Leveraging connected vehicle data for near-crash detection and analysis in urban environments

Abstract

Urban traffic safety is a pressing concern in modern transportation systems, especially in rapidly expanding metropolitan areas where traffic congestion and diverse driving behavior increase the risk of traffic incidents. As situations in which vehicles come close to colliding while in motion (i.e., drivers took rapid evasive action to avoid an actual crash), near-crash events offer more sensitive insight into underlying roadway safety risks than traditional crash data. This study develops a framework integrating spatial-temporal buffering, heading algorithms, and a binary logistic regression model to identify and analyze near-crash events across San Antonio, Texas, revealing key environmental and traffic factors. Results show that over half of near-crash events involve vehicles traveling over 57.98 mph, with distances less than 20 m between them.
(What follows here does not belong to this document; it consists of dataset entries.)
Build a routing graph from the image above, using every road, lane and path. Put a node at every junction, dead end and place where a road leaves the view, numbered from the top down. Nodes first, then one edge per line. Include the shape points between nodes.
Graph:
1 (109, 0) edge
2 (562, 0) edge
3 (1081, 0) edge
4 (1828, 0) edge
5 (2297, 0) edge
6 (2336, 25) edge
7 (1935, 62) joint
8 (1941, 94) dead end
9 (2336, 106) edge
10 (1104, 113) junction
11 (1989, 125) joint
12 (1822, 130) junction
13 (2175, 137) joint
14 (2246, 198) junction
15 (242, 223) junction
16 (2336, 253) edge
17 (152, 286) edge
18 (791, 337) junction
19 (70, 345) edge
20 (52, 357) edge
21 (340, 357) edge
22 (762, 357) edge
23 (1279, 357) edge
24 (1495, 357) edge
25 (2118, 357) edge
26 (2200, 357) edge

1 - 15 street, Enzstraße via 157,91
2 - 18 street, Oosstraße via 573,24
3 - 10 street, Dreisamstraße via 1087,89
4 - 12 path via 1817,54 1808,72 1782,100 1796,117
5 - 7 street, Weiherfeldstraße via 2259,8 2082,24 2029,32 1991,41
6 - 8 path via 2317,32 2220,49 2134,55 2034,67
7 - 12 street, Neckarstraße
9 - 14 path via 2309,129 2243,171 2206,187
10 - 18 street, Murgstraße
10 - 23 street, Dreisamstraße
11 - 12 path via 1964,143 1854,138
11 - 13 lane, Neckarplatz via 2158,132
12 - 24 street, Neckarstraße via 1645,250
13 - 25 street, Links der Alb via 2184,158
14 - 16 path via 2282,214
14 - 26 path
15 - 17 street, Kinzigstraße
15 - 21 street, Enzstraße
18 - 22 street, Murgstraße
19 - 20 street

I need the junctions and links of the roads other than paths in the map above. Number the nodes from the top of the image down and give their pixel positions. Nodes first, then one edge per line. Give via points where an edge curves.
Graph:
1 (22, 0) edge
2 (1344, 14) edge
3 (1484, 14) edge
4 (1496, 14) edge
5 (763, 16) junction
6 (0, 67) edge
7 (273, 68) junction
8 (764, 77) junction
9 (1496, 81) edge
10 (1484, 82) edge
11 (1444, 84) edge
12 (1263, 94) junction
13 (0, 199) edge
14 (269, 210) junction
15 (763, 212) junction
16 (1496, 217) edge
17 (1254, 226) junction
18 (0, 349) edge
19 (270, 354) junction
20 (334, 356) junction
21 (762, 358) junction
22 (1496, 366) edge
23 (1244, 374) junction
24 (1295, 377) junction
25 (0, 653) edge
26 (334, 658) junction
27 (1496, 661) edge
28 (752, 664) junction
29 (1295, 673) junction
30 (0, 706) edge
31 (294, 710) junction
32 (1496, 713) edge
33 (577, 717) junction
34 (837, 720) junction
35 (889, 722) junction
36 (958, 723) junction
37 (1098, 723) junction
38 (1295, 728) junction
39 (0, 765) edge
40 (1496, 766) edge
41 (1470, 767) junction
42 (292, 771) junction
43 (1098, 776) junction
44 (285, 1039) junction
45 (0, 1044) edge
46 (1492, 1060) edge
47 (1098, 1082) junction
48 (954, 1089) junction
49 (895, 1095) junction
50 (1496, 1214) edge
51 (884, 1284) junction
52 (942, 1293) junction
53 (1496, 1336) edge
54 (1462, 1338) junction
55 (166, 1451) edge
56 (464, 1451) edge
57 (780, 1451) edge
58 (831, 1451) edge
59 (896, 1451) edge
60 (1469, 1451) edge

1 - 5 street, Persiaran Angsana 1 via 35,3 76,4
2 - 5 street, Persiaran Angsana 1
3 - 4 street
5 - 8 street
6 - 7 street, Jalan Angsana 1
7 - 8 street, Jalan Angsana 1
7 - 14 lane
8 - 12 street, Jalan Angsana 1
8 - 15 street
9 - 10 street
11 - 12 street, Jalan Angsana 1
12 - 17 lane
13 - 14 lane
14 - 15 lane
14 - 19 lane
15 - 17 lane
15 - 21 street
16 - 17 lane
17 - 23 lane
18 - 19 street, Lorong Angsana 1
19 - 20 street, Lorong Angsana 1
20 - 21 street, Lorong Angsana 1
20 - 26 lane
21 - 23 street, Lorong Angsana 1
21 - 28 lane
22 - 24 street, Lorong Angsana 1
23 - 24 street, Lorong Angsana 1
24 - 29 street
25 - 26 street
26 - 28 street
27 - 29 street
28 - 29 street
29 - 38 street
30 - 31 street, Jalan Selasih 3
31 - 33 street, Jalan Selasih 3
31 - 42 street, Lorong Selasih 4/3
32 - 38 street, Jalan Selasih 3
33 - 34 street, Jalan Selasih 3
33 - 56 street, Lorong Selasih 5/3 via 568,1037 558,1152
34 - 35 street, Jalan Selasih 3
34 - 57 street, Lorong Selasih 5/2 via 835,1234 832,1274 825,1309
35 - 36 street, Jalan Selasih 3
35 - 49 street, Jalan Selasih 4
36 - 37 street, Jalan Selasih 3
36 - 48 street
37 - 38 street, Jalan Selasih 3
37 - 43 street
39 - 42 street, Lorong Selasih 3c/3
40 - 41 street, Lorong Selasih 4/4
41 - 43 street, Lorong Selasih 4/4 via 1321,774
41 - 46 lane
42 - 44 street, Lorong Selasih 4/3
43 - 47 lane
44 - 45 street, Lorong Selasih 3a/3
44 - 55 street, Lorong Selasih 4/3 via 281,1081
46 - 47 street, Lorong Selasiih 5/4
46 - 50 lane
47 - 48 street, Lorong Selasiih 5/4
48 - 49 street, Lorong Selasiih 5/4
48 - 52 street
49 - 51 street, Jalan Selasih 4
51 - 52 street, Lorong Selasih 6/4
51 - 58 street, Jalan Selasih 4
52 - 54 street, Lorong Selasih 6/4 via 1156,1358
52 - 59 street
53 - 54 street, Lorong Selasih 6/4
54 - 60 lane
Additionally, road segments carrying higher proportions of large or less maneuverable vehicles exhibit elevated near-crash likelihood, and this pattern is amplified on high-level roads, where speed and flow complexity elevate conflict risk. Near-crash risks are highest during weekday peak hours, particularly in downtown freeways and high-income neighborhoods. Findings suggest that strategies such as speed management, optimized routes, real-time monitoring, and adaptive traffic control based on data-driven insights can help reduce urban near-crash risks and enhance metropolitan traffic safety.